Hi all, I’m working with 50 sets of data generated by 50 participants and trying to calculate correlation of time-frequency (i.e., psd with time granularity) between two people. Given that we want to preserve the time granularity and making sure that everyone has the same amount of data, I’m trying to repair instead of dropping the epochs during preprocessing. I am wondering if anyone has suggestions on the approach to go about it.

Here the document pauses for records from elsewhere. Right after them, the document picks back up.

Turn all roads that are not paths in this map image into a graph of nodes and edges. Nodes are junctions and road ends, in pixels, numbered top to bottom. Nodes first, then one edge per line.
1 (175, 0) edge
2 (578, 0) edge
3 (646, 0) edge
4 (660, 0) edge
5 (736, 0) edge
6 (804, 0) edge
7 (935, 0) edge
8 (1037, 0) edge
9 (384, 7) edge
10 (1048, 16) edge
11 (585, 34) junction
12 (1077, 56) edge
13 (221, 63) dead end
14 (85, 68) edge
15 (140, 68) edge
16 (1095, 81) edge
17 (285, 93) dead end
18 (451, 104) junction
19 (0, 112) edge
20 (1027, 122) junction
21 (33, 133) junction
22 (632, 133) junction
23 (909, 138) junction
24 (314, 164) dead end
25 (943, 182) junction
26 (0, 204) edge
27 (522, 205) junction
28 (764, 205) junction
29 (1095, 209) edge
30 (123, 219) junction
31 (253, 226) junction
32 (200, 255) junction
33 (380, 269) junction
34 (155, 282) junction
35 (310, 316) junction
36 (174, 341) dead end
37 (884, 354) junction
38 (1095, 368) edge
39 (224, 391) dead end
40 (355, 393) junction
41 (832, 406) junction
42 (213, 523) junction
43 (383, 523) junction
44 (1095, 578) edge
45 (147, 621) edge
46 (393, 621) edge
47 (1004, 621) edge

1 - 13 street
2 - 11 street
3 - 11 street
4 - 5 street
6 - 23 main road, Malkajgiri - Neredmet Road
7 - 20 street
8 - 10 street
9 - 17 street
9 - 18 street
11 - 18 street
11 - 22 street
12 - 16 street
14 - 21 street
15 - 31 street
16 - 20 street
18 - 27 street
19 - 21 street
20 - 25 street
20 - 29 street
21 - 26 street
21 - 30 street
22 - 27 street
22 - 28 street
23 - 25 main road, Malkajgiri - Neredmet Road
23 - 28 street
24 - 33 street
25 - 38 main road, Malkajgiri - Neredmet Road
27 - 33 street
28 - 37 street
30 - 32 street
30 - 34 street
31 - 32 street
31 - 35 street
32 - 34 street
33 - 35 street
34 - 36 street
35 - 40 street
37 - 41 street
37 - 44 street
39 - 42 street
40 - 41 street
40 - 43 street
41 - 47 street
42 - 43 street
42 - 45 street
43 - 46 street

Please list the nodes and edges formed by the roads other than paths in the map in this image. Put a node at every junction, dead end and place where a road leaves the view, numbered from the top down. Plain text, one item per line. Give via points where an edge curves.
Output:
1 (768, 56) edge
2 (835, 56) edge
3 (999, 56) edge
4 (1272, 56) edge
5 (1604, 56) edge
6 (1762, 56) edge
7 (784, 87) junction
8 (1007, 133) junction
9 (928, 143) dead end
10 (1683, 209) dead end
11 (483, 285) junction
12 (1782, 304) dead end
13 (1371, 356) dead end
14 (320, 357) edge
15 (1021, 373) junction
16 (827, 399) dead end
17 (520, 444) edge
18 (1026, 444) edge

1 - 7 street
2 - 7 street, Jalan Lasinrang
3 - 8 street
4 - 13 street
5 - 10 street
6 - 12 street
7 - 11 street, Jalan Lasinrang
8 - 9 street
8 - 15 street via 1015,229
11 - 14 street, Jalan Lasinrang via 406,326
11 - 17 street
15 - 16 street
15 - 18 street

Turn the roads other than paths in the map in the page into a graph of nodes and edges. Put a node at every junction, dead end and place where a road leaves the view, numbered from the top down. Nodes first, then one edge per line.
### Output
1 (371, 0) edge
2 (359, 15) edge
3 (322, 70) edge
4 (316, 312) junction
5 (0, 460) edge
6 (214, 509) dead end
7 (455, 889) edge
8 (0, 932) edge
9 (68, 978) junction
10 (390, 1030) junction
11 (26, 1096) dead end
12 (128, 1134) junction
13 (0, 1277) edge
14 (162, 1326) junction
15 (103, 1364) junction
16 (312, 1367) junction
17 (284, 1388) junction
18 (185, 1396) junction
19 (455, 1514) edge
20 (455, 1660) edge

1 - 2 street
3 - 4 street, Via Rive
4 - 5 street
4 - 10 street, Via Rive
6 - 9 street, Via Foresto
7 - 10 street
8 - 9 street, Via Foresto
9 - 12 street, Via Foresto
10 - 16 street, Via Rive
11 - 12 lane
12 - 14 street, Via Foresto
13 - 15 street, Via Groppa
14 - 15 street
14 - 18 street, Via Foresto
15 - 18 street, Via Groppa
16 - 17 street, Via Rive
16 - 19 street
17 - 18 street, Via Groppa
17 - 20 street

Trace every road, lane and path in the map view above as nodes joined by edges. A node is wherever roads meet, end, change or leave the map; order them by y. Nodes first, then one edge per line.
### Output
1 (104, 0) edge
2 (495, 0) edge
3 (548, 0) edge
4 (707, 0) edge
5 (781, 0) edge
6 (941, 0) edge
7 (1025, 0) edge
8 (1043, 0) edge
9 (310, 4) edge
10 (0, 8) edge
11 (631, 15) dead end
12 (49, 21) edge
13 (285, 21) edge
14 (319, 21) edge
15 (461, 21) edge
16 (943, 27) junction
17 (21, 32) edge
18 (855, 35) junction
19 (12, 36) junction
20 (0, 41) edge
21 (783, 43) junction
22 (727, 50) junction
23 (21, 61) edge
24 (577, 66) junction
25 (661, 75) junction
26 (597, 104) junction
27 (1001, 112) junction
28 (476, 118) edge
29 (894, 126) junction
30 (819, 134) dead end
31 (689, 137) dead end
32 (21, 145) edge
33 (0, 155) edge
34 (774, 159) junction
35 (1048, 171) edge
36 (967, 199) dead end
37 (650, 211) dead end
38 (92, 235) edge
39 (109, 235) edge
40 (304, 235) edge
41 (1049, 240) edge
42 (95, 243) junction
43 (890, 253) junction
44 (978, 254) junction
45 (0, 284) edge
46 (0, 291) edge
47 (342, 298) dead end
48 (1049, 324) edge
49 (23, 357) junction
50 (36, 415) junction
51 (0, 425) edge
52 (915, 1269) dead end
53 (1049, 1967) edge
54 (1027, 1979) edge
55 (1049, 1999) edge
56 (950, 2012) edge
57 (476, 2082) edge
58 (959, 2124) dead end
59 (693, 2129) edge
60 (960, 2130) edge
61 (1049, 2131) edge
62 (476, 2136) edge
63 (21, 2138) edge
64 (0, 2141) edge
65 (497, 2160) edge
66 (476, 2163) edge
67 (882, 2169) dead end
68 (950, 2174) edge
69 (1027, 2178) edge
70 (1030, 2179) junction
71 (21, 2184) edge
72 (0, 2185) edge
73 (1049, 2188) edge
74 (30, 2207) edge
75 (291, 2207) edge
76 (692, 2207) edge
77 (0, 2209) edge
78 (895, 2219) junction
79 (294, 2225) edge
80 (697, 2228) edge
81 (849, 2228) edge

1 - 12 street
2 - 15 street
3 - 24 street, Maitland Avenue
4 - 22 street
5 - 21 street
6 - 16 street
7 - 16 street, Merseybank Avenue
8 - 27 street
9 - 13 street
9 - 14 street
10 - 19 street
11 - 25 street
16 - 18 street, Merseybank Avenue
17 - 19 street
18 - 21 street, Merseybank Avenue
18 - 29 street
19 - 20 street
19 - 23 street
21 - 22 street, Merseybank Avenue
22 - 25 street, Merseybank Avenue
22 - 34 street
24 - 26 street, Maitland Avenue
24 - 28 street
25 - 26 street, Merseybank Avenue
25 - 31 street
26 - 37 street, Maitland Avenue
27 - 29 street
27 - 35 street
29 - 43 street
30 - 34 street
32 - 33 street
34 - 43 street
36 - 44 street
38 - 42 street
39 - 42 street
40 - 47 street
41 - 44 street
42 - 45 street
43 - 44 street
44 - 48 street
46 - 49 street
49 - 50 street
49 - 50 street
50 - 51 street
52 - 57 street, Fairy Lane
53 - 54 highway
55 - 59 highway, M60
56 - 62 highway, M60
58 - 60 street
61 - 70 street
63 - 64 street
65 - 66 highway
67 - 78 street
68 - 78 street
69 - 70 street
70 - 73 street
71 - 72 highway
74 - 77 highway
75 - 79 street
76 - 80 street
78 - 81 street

This is our current approach -

  1. Filter data between 1-40 hz
    raw.set_eeg_reference('average', projection=True)
    raw.filter(l_freq=para['l_freq'],h_freq=para['h_freq'],picks = 'data',verbose = False,n_jobs = 'cuda')
    raw.notch_filter(freqs=para['notch'],picks = 'data',verbose = False,n_jobs = 'cuda')
  1. Use Iclabel to exclude potential artifacts. Here, we preserved only components labeled brain given that components that are labeled as others seem to be capturing lots of noise.
 ica = ICA(
        n_components=15,
        max_iter="auto",
        method="infomax",
        random_state=para['ICA']['seed'],
        fit_params=dict(extended=True),
    )

    ica.fit(raw)
    ic_labels = label_components(epoch, ica, method="iclabel")
    exclude_idx = [idx for idx, label in enumerate(labels) if label not in ["brain"]]
    ica.apply(raw, exclude=exclude_idx)
  1. Use ransac to further process the data
annot = mne.Annotations(onset=list(range(0,int(raw.times[-1]),2)), duration= 0,description=para['EPOCH']['MarkName'])
    raw.set_annotations(annot,verbose = 'ERROR')
    events,event_key = mne.events_from_annotations(raw,verbose = 'ERROR')
    epoch = mne.Epochs(raw,preload=True,events = events,event_id=event_key, baseline=(0, 0),tmin = 0.,tmax = para['EPOCH']['DurationTime'],verbose = 'ERROR')
    ransac = Ransac(n_resample = int(raw.info['sfreq']),n_jobs = para['n_jobs'],verbose = False)
    epoch = ransac.fit_transform(epoch)

I’m wondering if adding in find_bad_eog_epochs (using fp1) or find_bad_ecg_epochs will help further improve the data quality. However, it seems redundant given that we’ve already have iclabel in place.

ICLabel will already label the ocular and cardiac components.
find_bad_eog, find_bad_ecg and find_bads_muscle are different approaches to find and label those components. You could use them as a secondary labeling method to validate the labels provided by ICLabel.

What I would change is:

  • increase the number of components. Reducing the number of components to 15 will speed-up fitting, but increasing it might help separating noise from brain signals.
  • check after the filter if you still have 50 Hz present in your data. With a (1, 40) Hz bandpass filter, I don’t expect any 50 Hz to remain. If this is the case, I would drop the notch filter.

Mathieu

1 Like